As @ChrisHaas already explained, without code and PDF samples its hard to be specific.
First of all, saying itextsharp manages to find roughly 50% of the occurences of a given word is a bit misleading as iText(Sharp) does not directly expose methods to find a specific text in a PDF and, therefore, actually finds 0%. It merely provides a framework and some simple examples for text extraction.
Using this framework for seriously searching for a given word requires more than applying those simple sample usages (provided by the SimpleTextExtractionStrategy and the LocationTextExtractionStrategy, also working under the hood when using PdfTextExtractor.GetTextFromPage(myReader, pageNum)) in combination with some Contains(word) call. You have to:
create a better text extraction strategy which
has a better algorithm to recognize which glyphs belong to which line; e.g. the sample strategies can fail utterly for scanned pages with OCR'ed text with the text lines not 100% straight but instead minimally ascending;
recognizes poor man's bold (printing the same letter twice with a very small offset to achieve the impression of a bold character style) and similar constructs and transforms them accordingly;
create a text normalization which
normalize both the extracted text and your search term and only then search.
Furthermore, as @ChrisHaas mentioned, special attention has to be paid to spaces in the text.

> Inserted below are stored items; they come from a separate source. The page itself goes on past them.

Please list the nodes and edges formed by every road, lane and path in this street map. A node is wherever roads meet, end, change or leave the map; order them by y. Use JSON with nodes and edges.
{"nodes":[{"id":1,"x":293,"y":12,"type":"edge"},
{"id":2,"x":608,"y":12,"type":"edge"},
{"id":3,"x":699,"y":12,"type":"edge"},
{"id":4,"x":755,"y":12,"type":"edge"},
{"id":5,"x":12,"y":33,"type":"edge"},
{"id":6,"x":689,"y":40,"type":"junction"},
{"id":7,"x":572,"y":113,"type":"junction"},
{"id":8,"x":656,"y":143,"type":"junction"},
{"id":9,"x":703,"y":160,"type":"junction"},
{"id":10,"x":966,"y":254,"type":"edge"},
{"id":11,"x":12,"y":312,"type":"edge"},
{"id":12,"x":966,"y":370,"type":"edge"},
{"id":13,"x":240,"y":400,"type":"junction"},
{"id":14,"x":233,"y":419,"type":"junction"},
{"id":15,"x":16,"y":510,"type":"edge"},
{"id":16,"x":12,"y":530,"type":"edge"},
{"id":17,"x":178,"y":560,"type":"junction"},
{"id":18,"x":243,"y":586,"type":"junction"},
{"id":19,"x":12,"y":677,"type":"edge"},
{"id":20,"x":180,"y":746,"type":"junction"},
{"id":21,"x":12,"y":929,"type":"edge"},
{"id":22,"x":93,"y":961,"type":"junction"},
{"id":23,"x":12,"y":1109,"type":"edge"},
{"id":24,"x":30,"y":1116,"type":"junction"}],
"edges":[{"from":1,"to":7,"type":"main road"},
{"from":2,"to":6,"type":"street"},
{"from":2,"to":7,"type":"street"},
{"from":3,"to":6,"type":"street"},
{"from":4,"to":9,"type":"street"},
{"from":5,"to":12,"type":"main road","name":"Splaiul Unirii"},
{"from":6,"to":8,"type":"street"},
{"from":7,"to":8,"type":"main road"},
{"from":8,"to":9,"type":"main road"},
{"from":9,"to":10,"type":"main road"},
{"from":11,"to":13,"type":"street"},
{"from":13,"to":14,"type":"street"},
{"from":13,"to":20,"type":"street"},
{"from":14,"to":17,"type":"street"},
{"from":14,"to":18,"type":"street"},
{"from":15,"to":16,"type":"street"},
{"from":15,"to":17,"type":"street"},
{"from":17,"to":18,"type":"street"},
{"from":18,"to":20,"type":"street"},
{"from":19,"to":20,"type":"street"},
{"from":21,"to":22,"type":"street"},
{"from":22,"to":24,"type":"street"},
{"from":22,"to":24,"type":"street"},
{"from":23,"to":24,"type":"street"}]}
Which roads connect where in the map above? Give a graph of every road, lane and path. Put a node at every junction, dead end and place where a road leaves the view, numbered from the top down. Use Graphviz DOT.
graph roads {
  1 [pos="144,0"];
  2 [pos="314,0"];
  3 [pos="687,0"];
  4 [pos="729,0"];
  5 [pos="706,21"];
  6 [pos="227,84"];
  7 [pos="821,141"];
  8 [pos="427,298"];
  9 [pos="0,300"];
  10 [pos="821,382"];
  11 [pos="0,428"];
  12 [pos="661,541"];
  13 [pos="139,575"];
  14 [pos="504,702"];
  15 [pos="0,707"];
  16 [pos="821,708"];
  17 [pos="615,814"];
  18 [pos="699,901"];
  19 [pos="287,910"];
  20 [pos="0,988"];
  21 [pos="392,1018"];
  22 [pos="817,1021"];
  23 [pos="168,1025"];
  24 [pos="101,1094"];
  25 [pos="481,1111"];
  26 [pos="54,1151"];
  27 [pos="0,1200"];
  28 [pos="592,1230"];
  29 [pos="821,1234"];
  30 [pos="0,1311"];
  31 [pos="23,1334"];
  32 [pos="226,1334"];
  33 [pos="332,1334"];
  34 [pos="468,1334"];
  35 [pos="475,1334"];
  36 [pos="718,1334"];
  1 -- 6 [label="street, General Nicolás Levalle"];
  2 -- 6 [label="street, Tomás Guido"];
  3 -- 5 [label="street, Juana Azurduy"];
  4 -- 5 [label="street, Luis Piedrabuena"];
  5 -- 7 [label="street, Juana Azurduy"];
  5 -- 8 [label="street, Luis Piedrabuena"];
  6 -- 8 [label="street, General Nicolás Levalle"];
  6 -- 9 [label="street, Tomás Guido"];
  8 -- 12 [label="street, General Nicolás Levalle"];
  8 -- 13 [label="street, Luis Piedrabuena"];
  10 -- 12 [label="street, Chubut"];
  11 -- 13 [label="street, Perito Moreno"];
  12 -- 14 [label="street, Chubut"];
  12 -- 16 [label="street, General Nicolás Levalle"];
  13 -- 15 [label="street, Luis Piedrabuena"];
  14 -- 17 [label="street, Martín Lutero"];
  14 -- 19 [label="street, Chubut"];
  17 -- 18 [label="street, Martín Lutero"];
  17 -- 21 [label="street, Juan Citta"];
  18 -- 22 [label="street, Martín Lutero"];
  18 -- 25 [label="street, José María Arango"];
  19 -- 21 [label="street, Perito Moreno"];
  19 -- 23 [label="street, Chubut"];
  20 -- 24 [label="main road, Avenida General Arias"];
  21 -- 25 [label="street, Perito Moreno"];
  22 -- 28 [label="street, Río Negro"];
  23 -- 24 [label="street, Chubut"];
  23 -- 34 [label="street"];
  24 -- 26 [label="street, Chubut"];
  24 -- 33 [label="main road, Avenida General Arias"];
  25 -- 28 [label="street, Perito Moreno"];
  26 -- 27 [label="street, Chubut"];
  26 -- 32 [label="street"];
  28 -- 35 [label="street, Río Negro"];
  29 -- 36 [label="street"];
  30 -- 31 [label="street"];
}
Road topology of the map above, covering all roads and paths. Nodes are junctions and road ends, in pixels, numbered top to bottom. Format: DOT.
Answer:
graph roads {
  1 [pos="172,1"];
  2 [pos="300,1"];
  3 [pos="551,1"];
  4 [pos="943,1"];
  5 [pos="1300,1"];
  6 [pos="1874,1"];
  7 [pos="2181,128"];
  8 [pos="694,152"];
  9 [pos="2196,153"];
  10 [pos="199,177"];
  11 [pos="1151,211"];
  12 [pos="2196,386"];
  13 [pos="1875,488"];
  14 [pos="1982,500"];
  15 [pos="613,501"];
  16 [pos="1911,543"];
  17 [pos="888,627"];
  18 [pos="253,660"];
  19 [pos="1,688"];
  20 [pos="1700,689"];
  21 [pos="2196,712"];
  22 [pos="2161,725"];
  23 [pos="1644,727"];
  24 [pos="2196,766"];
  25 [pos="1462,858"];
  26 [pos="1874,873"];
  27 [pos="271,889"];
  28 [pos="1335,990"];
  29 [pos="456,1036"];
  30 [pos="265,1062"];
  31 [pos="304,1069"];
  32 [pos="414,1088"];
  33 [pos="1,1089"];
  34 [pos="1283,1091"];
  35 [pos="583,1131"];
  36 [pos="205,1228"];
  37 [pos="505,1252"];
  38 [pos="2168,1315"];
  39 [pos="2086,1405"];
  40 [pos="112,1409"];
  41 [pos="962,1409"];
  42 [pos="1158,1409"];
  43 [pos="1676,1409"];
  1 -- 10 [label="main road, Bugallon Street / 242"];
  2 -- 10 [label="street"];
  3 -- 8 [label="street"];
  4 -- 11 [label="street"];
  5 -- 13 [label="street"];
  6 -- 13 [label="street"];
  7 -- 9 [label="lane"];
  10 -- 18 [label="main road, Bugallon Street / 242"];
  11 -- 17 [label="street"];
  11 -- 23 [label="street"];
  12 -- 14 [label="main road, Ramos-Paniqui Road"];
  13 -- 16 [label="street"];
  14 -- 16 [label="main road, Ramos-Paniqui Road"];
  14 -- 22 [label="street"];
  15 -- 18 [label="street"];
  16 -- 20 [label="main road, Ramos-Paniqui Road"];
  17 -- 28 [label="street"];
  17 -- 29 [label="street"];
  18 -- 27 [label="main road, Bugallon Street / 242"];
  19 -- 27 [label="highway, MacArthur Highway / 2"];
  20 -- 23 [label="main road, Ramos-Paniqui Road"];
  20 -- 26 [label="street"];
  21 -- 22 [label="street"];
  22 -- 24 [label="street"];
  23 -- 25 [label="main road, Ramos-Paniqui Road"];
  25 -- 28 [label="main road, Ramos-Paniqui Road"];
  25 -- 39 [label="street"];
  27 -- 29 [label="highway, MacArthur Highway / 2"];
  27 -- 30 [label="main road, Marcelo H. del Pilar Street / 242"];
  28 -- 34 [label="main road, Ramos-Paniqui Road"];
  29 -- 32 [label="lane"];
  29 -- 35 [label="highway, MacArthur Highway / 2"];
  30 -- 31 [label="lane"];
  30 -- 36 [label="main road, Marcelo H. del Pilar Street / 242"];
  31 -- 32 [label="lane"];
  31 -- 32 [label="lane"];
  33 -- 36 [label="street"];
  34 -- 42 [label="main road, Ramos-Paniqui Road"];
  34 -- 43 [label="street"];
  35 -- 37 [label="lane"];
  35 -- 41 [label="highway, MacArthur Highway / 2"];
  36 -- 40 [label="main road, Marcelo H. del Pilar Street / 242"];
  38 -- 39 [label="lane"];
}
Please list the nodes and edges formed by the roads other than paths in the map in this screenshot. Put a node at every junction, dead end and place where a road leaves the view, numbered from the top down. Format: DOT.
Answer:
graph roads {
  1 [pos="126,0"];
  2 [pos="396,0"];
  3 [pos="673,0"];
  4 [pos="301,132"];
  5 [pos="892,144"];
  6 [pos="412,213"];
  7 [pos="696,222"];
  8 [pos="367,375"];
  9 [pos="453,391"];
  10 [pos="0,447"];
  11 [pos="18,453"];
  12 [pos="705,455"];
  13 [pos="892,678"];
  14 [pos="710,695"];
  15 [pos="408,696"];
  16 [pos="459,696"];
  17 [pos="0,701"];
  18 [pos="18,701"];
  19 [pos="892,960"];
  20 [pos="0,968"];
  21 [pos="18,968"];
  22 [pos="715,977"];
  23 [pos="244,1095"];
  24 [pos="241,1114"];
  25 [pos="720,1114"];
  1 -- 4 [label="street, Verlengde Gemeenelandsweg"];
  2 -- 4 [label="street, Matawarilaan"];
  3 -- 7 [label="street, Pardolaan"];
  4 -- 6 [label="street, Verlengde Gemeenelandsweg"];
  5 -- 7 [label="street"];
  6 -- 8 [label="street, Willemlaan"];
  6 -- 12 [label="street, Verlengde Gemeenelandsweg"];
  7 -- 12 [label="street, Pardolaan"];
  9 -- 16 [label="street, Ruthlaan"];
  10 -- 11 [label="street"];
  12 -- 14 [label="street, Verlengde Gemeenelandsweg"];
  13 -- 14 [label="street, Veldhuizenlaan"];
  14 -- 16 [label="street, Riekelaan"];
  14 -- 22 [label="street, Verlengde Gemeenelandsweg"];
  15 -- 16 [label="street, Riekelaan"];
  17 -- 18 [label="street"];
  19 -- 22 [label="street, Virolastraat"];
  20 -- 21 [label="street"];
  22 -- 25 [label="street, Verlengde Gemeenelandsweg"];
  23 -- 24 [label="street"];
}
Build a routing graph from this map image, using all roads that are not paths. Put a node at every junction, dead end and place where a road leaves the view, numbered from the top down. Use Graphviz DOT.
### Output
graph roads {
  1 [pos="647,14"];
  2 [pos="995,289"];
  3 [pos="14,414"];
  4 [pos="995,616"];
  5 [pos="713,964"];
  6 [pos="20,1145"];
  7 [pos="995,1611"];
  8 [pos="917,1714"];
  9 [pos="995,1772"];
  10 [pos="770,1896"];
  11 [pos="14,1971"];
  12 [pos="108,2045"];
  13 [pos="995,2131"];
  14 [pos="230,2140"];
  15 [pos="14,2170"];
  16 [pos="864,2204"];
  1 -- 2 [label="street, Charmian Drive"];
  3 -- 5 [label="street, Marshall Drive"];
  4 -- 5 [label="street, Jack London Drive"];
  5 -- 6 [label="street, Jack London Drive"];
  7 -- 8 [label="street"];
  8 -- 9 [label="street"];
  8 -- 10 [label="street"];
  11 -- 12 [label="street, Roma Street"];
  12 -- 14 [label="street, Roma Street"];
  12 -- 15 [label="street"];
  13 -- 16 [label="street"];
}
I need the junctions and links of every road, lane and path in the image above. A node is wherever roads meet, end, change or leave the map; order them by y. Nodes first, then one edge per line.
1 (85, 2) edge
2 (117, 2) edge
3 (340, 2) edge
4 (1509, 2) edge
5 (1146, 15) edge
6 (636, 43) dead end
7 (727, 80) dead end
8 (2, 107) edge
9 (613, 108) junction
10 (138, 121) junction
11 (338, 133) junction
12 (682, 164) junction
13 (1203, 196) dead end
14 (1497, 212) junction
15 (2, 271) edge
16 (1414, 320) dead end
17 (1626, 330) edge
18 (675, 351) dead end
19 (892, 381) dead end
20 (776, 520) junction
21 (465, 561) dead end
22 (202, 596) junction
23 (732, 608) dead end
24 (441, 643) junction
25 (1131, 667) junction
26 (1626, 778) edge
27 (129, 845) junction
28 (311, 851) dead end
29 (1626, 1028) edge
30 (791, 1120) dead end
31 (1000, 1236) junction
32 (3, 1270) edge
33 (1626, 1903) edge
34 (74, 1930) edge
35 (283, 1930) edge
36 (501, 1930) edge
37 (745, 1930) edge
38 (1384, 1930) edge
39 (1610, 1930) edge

If you create an iText-based text search with those criteria in mind, you'll surely get an acceptable hit rate. Getting as good as Adobe Reader is quite a task as they already have invested quite some resources into this feature.
For completeness sake, you should not only search the page content and everything referred to from there but also the annotations which can have quite some text content, too, which may even appear as if it was part of the page, e.g. in case of free text annotations.